Frequently Asked Questions

What is living water?
Living water is the term Jesus uses in John 4 to describe what he offers the Samaritan woman at Jacob's well. Unlike well water, which requires a daily return, living water becomes an internal spring: a presence of the Holy Spirit that dwells within a person and provides a satisfaction that does not depend on external circumstances. Jesus connects living water directly to the Spirit of God in John 7:37-38.
How do I worship in spirit and truth?
In John 4, Jesus tells the Samaritan woman that true worshippers will worship the Father in spirit and truth, meaning worship that is internal and genuine rather than simply inherited or location-dependent. Worship in spirit means it originates from the inside: personal, alive, and rooted in actual relationship with God. Worship in truth means it is honest, coming from a whole heart rather than performed out of obligation or habit.
Can Jesus satisfy my deepest longings?
The sermon on John 4 addresses this directly. Psychologists call the pattern of reaching for things that briefly satisfy and then disappoint the hedonic treadmill; it applies to achievements, relationships, possessions, and recognition alike. Jesus does not offer a better version of those things. He offers to change the source itself: from a bucket that must be refilled externally to a spring that draws from the living presence of God.
What does the story of the Samaritan woman at the well mean for someone with a painful past?

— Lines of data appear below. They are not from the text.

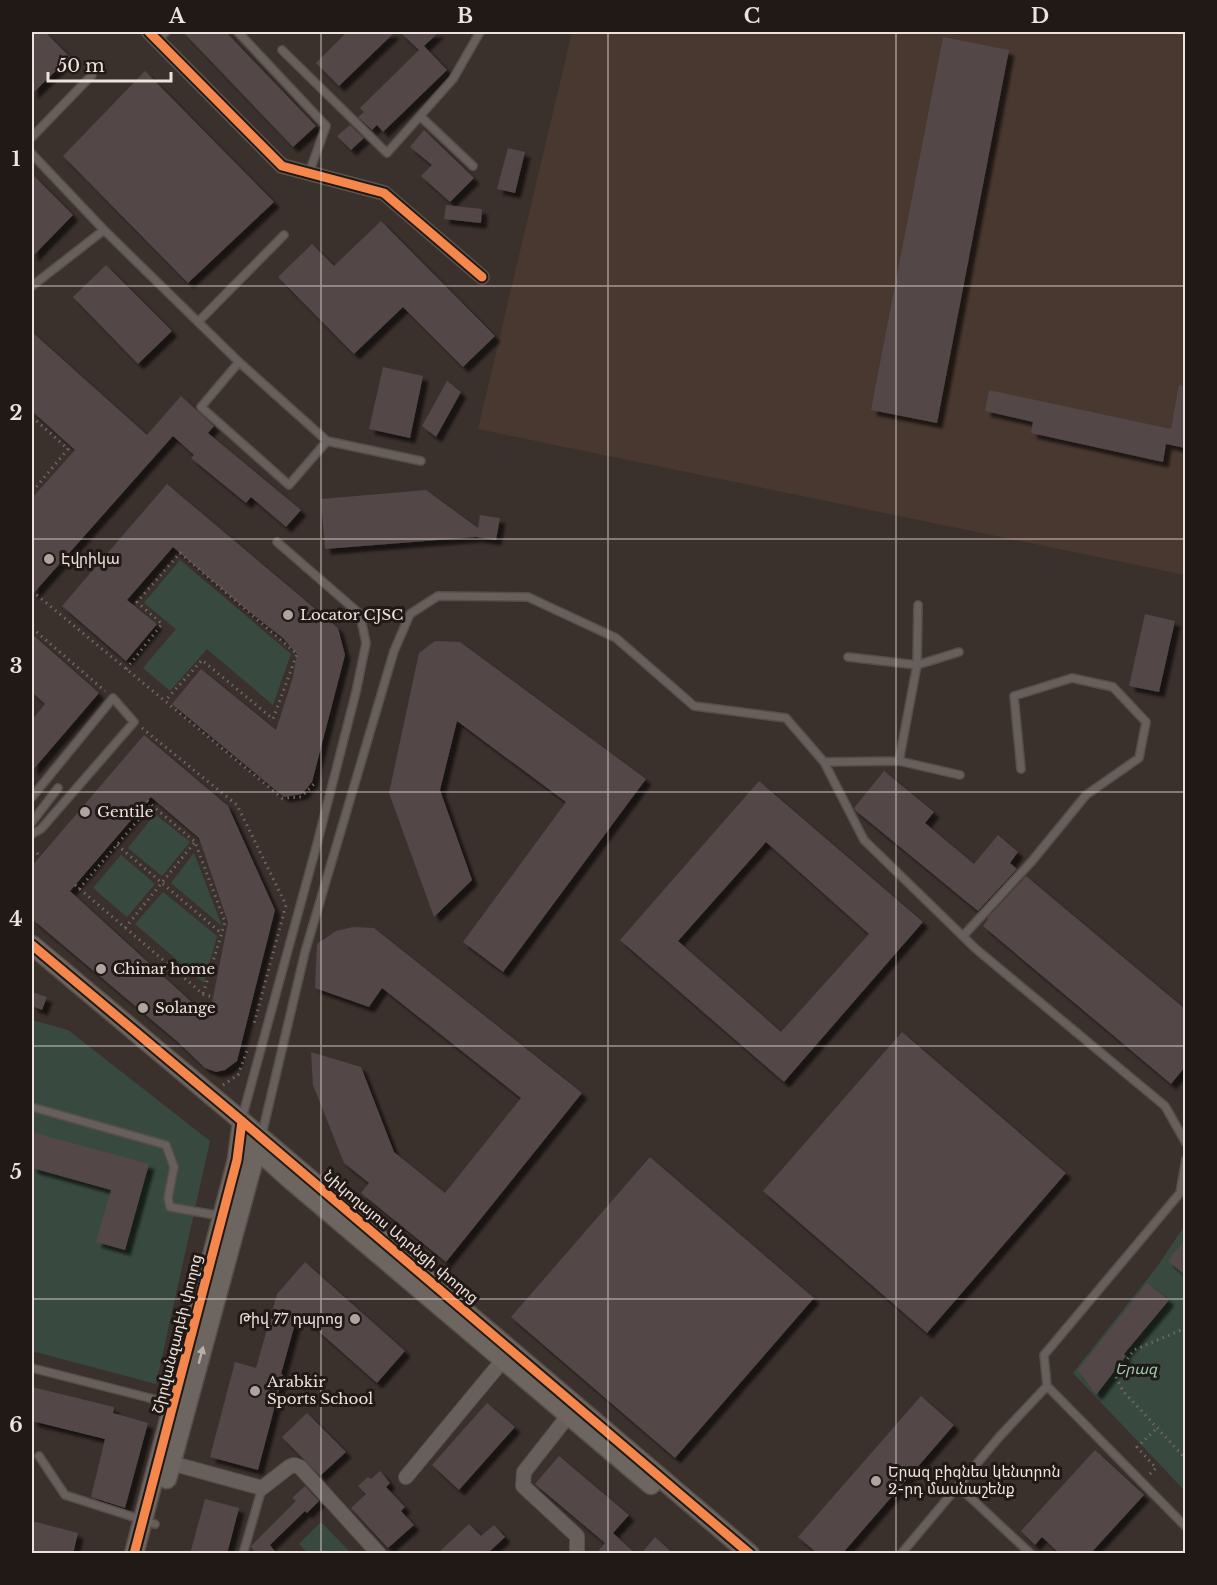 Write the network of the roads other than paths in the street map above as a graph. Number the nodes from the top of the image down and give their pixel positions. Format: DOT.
graph roads {
  1 [pos="238,32"];
  2 [pos="480,32"];
  3 [pos="157,34"];
  4 [pos="282,50"];
  5 [pos="92,75"];
  6 [pos="420,116"];
  7 [pos="32,137"];
  8 [pos="32,154"];
  9 [pos="472,166"];
  10 [pos="309,174"];
  11 [pos="104,230"];
  12 [pos="284,235"];
  13 [pos="482,277"];
  14 [pos="32,286"];
  15 [pos="198,322"];
  16 [pos="239,362"];
  17 [pos="327,441"];
  18 [pos="421,461"];
  19 [pos="277,542"];
  20 [pos="918,605"];
  21 [pos="959,652"];
  22 [pos="848,657"];
  23 [pos="917,665"];
  24 [pos="899,761"];
  25 [pos="824,762"];
  26 [pos="1021,769"];
  27 [pos="960,775"];
  28 [pos="58,788"];
  29 [pos="32,797"];
  30 [pos="32,822"];
  31 [pos="32,834"];
  32 [pos="963,936"];
  33 [pos="32,945"];
  34 [pos="32,957"];
  35 [pos="32,1107"];
  36 [pos="241,1127"];
  37 [pos="259,1143"];
  38 [pos="1185,1143"];
  39 [pos="1185,1159"];
  40 [pos="222,1216"];
  41 [pos="503,1360"];
  42 [pos="32,1368"];
  43 [pos="1047,1386"];
  44 [pos="180,1406"];
  45 [pos="568,1416"];
  46 [pos="39,1456"];
  47 [pos="171,1463"];
  48 [pos="406,1477"];
  49 [pos="958,1486"];
  50 [pos="262,1488"];
  51 [pos="149,1523"];
  52 [pos="1185,1527"];
  53 [pos="134,1554"];
  54 [pos="147,1554"];
  55 [pos="243,1554"];
  56 [pos="379,1554"];
  57 [pos="577,1554"];
  58 [pos="730,1554"];
  59 [pos="750,1554"];
  60 [pos="901,1554"];
  61 [pos="1031,1554"];
  1 -- 10 [label="lane"];
  2 -- 6 [label="lane"];
  3 -- 10 [label="street"];
  4 -- 6 [label="lane"];
  5 -- 7 [label="lane"];
  6 -- 9 [label="lane"];
  8 -- 11 [label="lane"];
  10 -- 13 [label="street"];
  11 -- 14 [label="lane"];
  11 -- 15 [label="lane"];
  12 -- 15 [label="lane"];
  15 -- 16 [label="lane"];
  16 -- 17 [label="lane"];
  16 -- 17 [label="lane"];
  17 -- 18 [label="lane"];
  19 -- 36 [label="lane"];
  20 -- 23 [label="lane"];
  21 -- 23 [label="lane"];
  22 -- 23 [label="lane"];
  23 -- 24 [label="lane"];
  24 -- 25 [label="lane"];
  24 -- 27 [label="lane"];
  25 -- 32 [label="lane"];
  25 -- 37 [label="lane"];
  26 -- 32 [label="lane"];
  28 -- 30 [label="lane"];
  29 -- 31 [label="lane"];
  32 -- 38 [label="lane"];
  33 -- 36 [label="street, Նիկողայոս Ադոնցի փողոց"];
  34 -- 36 [label="street, Նիկողայոս Ադոնցի փողոց"];
  35 -- 40 [label="lane"];
  36 -- 37 [label="street, Նիկողայոս Ադոնցի փողոց"];
  36 -- 40 [label="street, Շիրվանզադեի փողոց"];
  37 -- 41 [label="street, Նիկողայոս Ադոնցի փողոց"];
  44 -- 37 [label="street, Շիրվանզադեի փողոց, one-way"];
  37 -- 59 [label="street, Նիկողայոս Ադոնցի փողոց"];
  39 -- 43 [label="lane"];
  40 -- 44 [label="street, Շիրվանզադեի փողոց"];
  41 -- 45 [label="street, Նիկողայոս Ադոնցի փողոց"];
  41 -- 48 [label="street"];
  42 -- 44 [label="lane"];
  43 -- 49 [label="lane"];
  43 -- 52 [label="lane"];
  44 -- 47 [label="street, Շիրվանզադեի փողոց"];
  44 -- 51 [label="street, Շիրվանզադեի փողոց"];
  45 -- 57 [label="street"];
  45 -- 58 [label="street, Նիկողայոս Ադոնցի փողոց"];
  46 -- 51 [label="lane"];
  47 -- 50 [label="street"];
  47 -- 51 [label="street, Շիրվանզադեի փողոց"];
  49 -- 60 [label="lane"];
  49 -- 61 [label="lane"];
  50 -- 55 [label="lane"];
  50 -- 56 [label="street"];
  51 -- 53 [label="street, Շիրվանզադեի փողոց"];
  51 -- 54 [label="street, Շիրվանզադեի փողոց"];
}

Pastor John Starke's sermon is careful on this point. Jesus does not arrive at the well to shame the Samaritan woman for her history; he names her story fully and then stays. That sequence (knowing her completely and not leaving) is precisely what she had never experienced in any human relationship. The sermon's invitation is that Jesus addresses your past not in a tone of disappointment but in an act of pursuit.
How does God seeking us connect to worship?
In John 4:23, Jesus says the Father is "seeking" true worshippers. This reframes the entire question of spiritual life. The Samaritan woman thought the debate was about where people go to find God; Jesus reframes it as a question about where God is going to find people. That posture of a seeking God is what makes personal, intimate worship possible: it is a response to being found, not a performance to achieve acceptance.